After they had each bought two bras, and they went down to the underground parking garage, they heard people in the elevator talking about some new outrage that had taken place an hour ago. Mandy was stressed out until she extracted the information vital to her from the passengers in the elevator: the casualties were civilian.

“I don’t even care about civilians anymore,” she said when they got out of the elevator, “only about soldiers. You know?” she looked at her nodding daughter. “About children and babies I don’t feel anything anymore. I don’t want to know anything about them. Not four year olds and not one year olds. Or one month. But when a soldier dies, I die. I think about his mother. Naturally after I find out that I’m not his mother. If it happens to my son, I’ll kill myself on the spot. I’m sure a lot of mothers feel the same way. My life’s not worth living without Dael.”

“And without me is your life worth living?”

“You’ll manage very well without me,” said Mandy and pressed the remote that opened with a shriek the car whose beauty stood out even among the cars of the shoppers at the Ramat Aviv mall.

“And Daddy?”

“Your father doesn’t need anyone,” said Mandy and made her way through the parking garage to the exit to Einstein Street.

She dawdled a bit, because it was their old neighborhood, and they even passed their old house at 44 Tagore Street, and sat and looked for a moment at the place where they used to live, and then they continued driving east on Keren Kayemet Avenue.

While Lirit was remembering all the above, Bahat was trying to call her, but Lirit didn’t hear the ring because she was playing a tape very loudly to herself. The radio had been tuned to a station playing Hebrew songs, but Lirit had soon put a stop to that.

Accordingly, Bahat was obliged to remain with the facts seething inside her, without an outlet in Israel.

She wanted to complain to Lirit, or anyone, about the phenomenon of Gruber, and she wanted to demand that Lirit come and get him. No, enough was enough, she couldn’t stand him anymore.

It was the little things that broke her. Gruber left the bathroom in a disgusting state, even if he only went in to brush his teeth and comb his hair. He behaved as if seven chambermaids were following him around wherever he went. And in the toilet, the way he urinated annoyed her. It was many years since she had had to clean leftover urine from the toilet bowl. And now that she had to do it again, she felt great annoyance.
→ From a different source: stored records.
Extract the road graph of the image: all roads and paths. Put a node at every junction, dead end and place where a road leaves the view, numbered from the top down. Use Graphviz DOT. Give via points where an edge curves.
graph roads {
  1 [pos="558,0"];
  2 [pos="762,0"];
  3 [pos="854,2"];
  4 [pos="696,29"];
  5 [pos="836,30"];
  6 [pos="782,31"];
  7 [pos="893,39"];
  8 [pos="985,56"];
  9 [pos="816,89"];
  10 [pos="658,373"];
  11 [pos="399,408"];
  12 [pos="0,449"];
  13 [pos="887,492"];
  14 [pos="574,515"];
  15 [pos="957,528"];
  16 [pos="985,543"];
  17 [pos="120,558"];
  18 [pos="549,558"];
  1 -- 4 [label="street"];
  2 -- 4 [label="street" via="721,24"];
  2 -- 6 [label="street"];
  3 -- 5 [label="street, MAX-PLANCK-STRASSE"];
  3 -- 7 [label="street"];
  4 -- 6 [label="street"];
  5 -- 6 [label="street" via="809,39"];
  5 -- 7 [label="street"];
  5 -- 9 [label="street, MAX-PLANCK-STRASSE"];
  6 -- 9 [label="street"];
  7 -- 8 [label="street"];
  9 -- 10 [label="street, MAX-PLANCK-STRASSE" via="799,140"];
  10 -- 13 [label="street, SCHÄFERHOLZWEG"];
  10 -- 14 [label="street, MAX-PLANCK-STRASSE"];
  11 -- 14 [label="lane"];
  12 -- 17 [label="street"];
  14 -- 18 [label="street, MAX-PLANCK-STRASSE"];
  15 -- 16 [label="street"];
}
The man, it turned out, raised the toilet seat, but failed to lower it again, and sometimes, albeit rarely, he didn’t even take the trouble to raise it, and this, in her opinion, was the height of chutzpah. Who did he think he was, an animal? He finished the toilet paper and didn’t change the roll. And he still had the nerve to argue that Mandy had allowed him not to change it, because he had trouble with the spring. What kind of an argument was that? Was that the way he behaved with his wife, or did he think that his wife’s laws were valid for her as well?

She began to detest the guest more and more, and he, for his part, grew more and more demanding and dependent, and was convinced that everything he did stemmed from his outburst of feelings for Bahat. All this was not at all what the enthusiastic Reform rabbi had in mind. The prayer shawl, and the big skullcap, which she hadn’t yet decided whether to wear or not, were in a drawer in her closet, folded up.